President Donald Trump, with first lady Melania Trump, and Vice President Mike Pence and his wife Karen, speaks from the Truman Balcony of the White House during the annual Congressional Picnic on the South Lawn, Friday June 21, 2019, in Washington. (AP Photo/Jacquelyn Martin)

WASHINGTON — President Donald Trump says he hesitated when he was asked about backing Vice President Mike Pence if Pence runs for president in 2024 because the question caught him off-guard.

"You can't put me in that position," Trump said June 14 when one of the hosts of Fox News Channel's "Fox and Friends" asked him about endorsing Pence should the vice president decide to seek the presidency in 2024. Pence hasn't explicitly said he'll run in 2024, but he is widely expected to.

Offered a chance to explain, Trump said he hesitated "because it was a surprise question."

"I'm not even thinking of it. It's so far out. I mean, It's so far out," Trump told NBC's "Meet the Press" in a wide-ranging interview taped Friday at the White House and broadcast Sunday. "Now what happens in 2024? I don't know that Mike is going to run. I don't know who's running or anything else."

Also in the interview, Trump criticized Fed chairman Jerome Powell and said his biggest mistake was choosing Jeff Sessions to be attorney general.

For his part, Pence glossed over the flap Trump's comments caused, telling CNN's "State of the Union" that the president's comment reflected "the fact that the only election he and I are focused on is 2020." Trump formally announced his 2020 reelection bid last week, with Pence at his side.

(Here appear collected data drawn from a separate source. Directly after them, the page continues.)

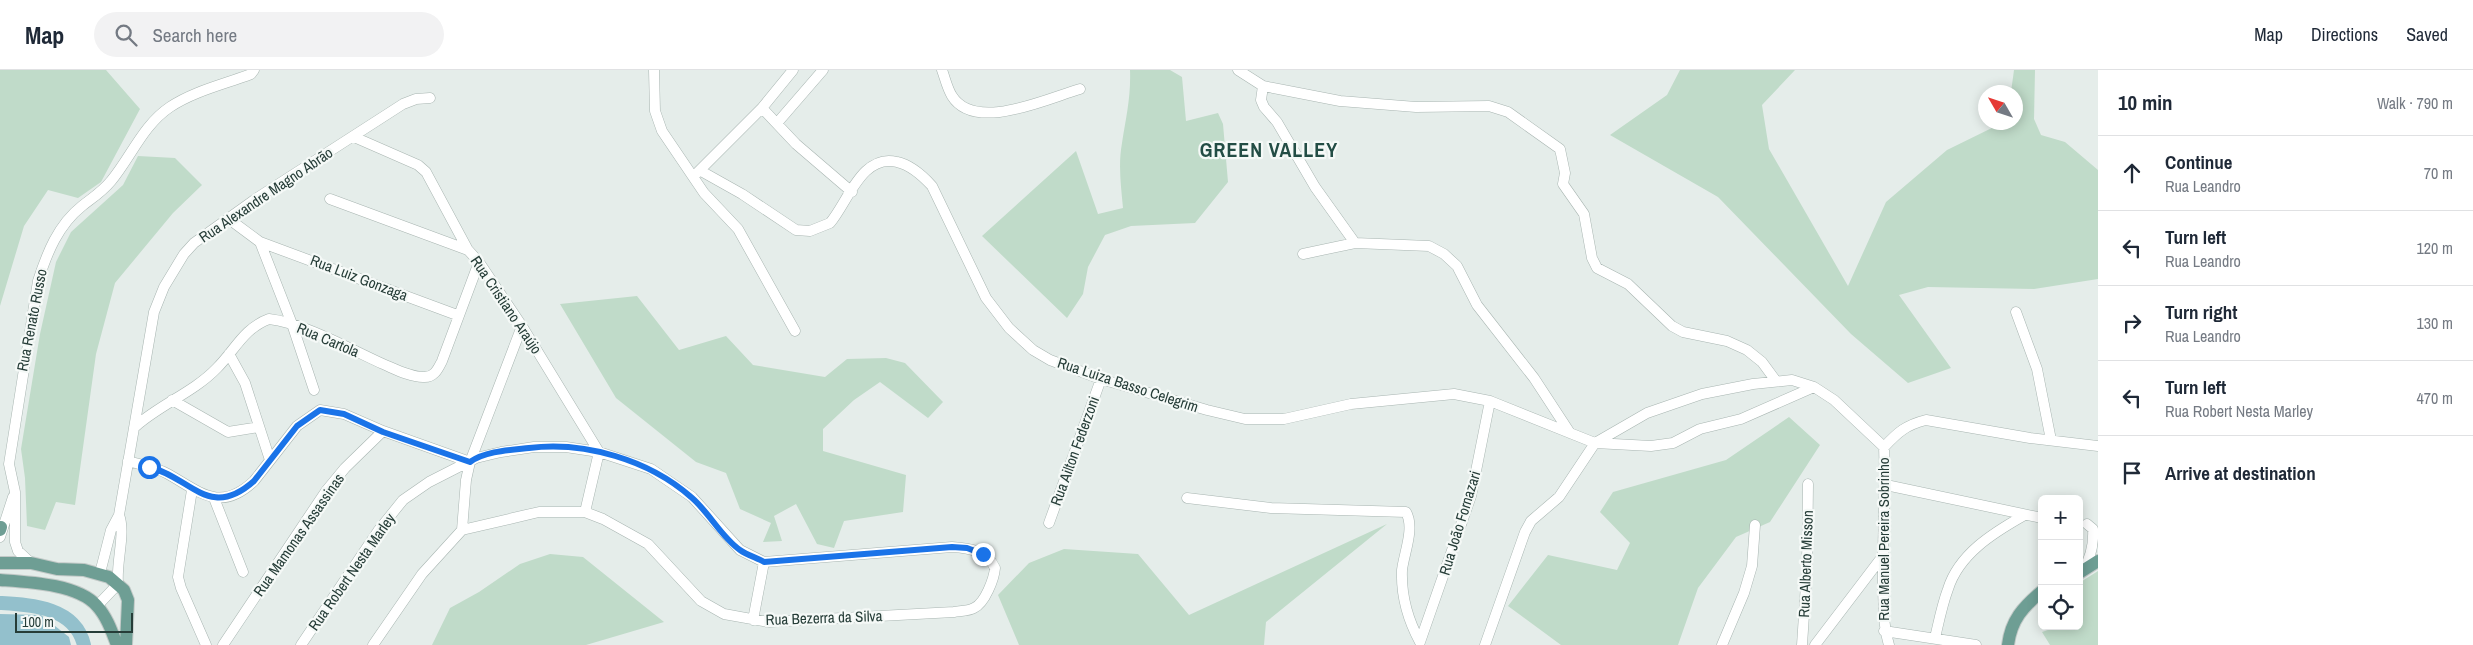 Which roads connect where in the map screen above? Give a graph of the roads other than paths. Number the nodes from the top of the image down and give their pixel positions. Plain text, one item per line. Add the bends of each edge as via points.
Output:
1 (254, 70) edge
2 (654, 70) edge
3 (793, 70) edge
4 (823, 70) edge
5 (942, 70) edge
6 (1238, 70) edge
7 (1263, 86) junction
8 (1080, 88) dead end
9 (430, 98) dead end
10 (762, 108) junction
11 (778, 122) junction
12 (354, 137) junction
13 (697, 173) junction
14 (852, 192) junction
15 (330, 199) dead end
16 (229, 219) junction
17 (260, 242) junction
18 (1355, 243) junction
19 (468, 250) junction
20 (1303, 254) dead end
21 (479, 262) junction
22 (2016, 312) dead end
23 (457, 315) junction
24 (292, 324) junction
25 (522, 326) junction
26 (795, 331) dead end
27 (229, 354) junction
28 (1101, 379) junction
29 (1776, 381) junction
30 (1814, 387) junction
31 (314, 390) dead end
32 (172, 400) junction
33 (1490, 401) junction
34 (136, 426) junction
35 (259, 427) junction
36 (383, 432) junction
37 (1570, 433) junction
38 (2051, 440) junction
39 (1595, 443) junction
40 (2098, 446) edge
41 (1884, 447) junction
42 (599, 452) junction
43 (270, 460) junction
44 (128, 461) junction
45 (470, 462) junction
46 (1808, 484) dead end
47 (1886, 484) junction
48 (192, 490) junction
49 (15, 492) junction
50 (214, 498) junction
51 (1186, 498) dead end
52 (586, 512) junction
53 (119, 515) junction
54 (2023, 516) junction
55 (2038, 518) edge
56 (1049, 523) dead end
57 (2088, 524) edge
58 (1755, 526) dead end
59 (462, 530) junction
60 (0, 531) edge
61 (107, 548) junction
62 (119, 548) junction
63 (1882, 557) junction
64 (2098, 561) edge
65 (764, 562) junction
66 (0, 563) edge
67 (31, 564) junction
68 (57, 569) junction
69 (2083, 569) edge
70 (0, 571) edge
71 (2083, 571) edge
72 (243, 572) dead end
73 (100, 573) junction
74 (0, 580) edge
75 (22, 582) junction
76 (118, 584) junction
77 (2038, 594) edge
78 (97, 606) junction
79 (753, 620) junction
80 (1884, 631) junction
81 (1935, 638) junction
82 (1420, 643) edge
83 (2005, 644) edge
84 (116, 645) edge
85 (126, 645) edge
86 (206, 645) edge
87 (222, 645) edge
88 (301, 645) edge
89 (373, 645) edge
90 (1485, 645) edge
91 (1722, 645) edge
92 (1802, 645) edge
93 (1815, 645) edge
94 (1889, 645) edge
95 (1976, 645) edge

1 - 49 street, Rua Renato Russo via 170,106 154,120 111,181 81,206 55,238 38,281 21,374 8,464
2 - 13 street via 655,111 662,130
3 - 10 street
4 - 11 street
5 - 8 street via 952,97 966,108 985,114 1002,112
6 - 7 street
7 - 18 street via 1261,100 1264,107
7 - 29 street via 1340,101 1416,107 1489,106 1508,112 1560,149 1565,173 1563,184 1584,214 1592,258 1597,268 1628,284 1672,326 1683,332 1727,341 1746,350 1762,362
9 - 12 street, Rua Alexandre Magno Abrão via 416,98 403,104
10 - 11 street
10 - 13 street
11 - 14 street via 802,150
12 - 16 street, Rua Alexandre Magno Abrão
12 - 19 street, Rua Cristiano Araújo via 421,167
13 - 14 street via 742,194 779,220 804,232 830,223
13 - 26 street via 704,194 738,229
14 - 28 street, Rua Luiza Basso Celegrim via 861,176 879,161 895,161 914,169 932,186 974,278 1009,328 1050,360
15 - 19 street
16 - 17 street, Rua Luiz Gonzaga
16 - 34 street, Rua Alexandre Magno Abrão via 194,243 164,287 150,328
17 - 23 street, Rua Luiz Gonzaga
17 - 24 street
18 - 20 street
18 - 37 street via 1429,246 1444,254 1457,266 1477,305 1534,378
19 - 21 street, Rua Cristiano Araújo
21 - 23 street, Rua Cartola
21 - 25 street, Rua Cristiano Araújo
22 - 38 street via 2037,369
23 - 24 street, Rua Cartola via 439,366 430,376 422,378
24 - 27 street, Rua Cartola via 265,320 244,335
24 - 31 street
25 - 42 street, Rua Cristiano Araújo
25 - 45 street
27 - 32 street, Rua Cartola via 205,379
27 - 35 street via 245,383
28 - 33 street, Rua Luiza Basso Celegrim via 1207,410 1260,420 1284,419 1351,404 1410,397 1454,394
28 - 56 street, Rua Ailton Federzoni
29 - 30 street via 1792,380
29 - 39 street via 1702,394 1675,403 1647,413
30 - 39 street, Rua Luiza Basso Celegrim via 1742,419 1700,429 1672,443 1651,446
30 - 41 street via 1846,410
32 - 34 street, Rua Cartola
32 - 35 street via 228,432
33 - 37 street, Rua Luiza Basso Celegrim
33 - 82 street, Rua João Fornazari via 1471,496
34 - 44 street, Rua Alexandre Magno Abrão
35 - 43 street
36 - 43 street via 344,414 320,410 297,426
36 - 45 street
36 - 87 street, Rua Mamonas Assassinas via 326,491
37 - 39 street, Rua Luiza Basso Celegrim
38 - 40 street, Rua Manuel Pereira Sobrinho
38 - 41 street, Rua Manuel Pereira Sobrinho via 1926,420 1910,424
39 - 90 street via 1559,498 1531,521 1525,532
41 - 47 street, Rua Manuel Pereira Sobrinho
42 - 45 street, Rua Robert Nesta Marley via 534,447 501,452
42 - 52 street
42 - 65 street, Rua Robert Nesta Marley via 651,469 692,497 740,550
43 - 50 street via 246,488
44 - 48 street via 162,472
44 - 53 street, Rua Alexandre Magno Abrão
45 - 59 street
45 - 88 street, Rua Robert Nesta Marley via 403,500 378,531
46 - 92 street, Rua Alberto Misson
47 - 54 street
47 - 63 street, Rua Manuel Pereira Sobrinho
48 - 50 street
48 - 86 street via 178,577
49 - 60 street
49 - 67 street, Rua Renato Russo via 18,552
50 - 72 street
51 - 82 street, Rua João Fornazari via 1271,508 1403,511 1407,514 1409,526 1402,570 1403,591 1410,623
52 - 59 street, Rua Bezerra da Silva via 540,512
52 - 79 street, Rua Bezerra da Silva via 648,544 701,600 724,614
53 - 61 street via 112,526
53 - 62 street via 123,525
54 - 55 street
54 - 81 street via 1988,536 1965,559 1948,587
57 - 69 street via 2093,529 2094,540 2090,558
58 - 91 street via 1752,566
59 - 89 street via 422,574
61 - 62 street
61 - 73 street
62 - 76 street
63 - 80 street, Rua Manuel Pereira Sobrinho
63 - 93 street
64 - 71 main road
65 - 79 street
65 - 79 street, Rua Bezerra da Silva via 967,548 988,557 995,568 981,602 974,609 778,622
66 - 67 main road
67 - 68 main road
68 - 73 main road
68 - 75 main road via 16,570 15,575
70 - 75 street
73 - 76 main road
74 - 75 main road
75 - 78 main road via 77,593
76 - 78 street
76 - 85 main road via 128,600
77 - 83 main road via 2022,608
78 - 84 main road
80 - 81 street
80 - 94 street, Rua Manuel Pereira Sobrinho
81 - 95 street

In the NBC interview, Trump lashed out at Powell over past interest rate hikes and denied threatening to demote Powell to the Fed's No. 2 job.

The Federal Reserve voted last week to leave its key interest rate unchanged, but the independent agency signaled that it is prepared to begin cutting interest rates to protect the U.S. economy from trade conflicts and other threats.

Last week, Trump did not answer directly when he was asked about news reports that the White House in February had explored whether Trump had the authority to demote Powell to the Fed's No. 2 job. Trump denied to NBC that such a threat has been issued.

"I have the right to do that. But I haven't said that," Trump said.

Trump has previously explored firing Powell, who, under the law, can only be fired for cause.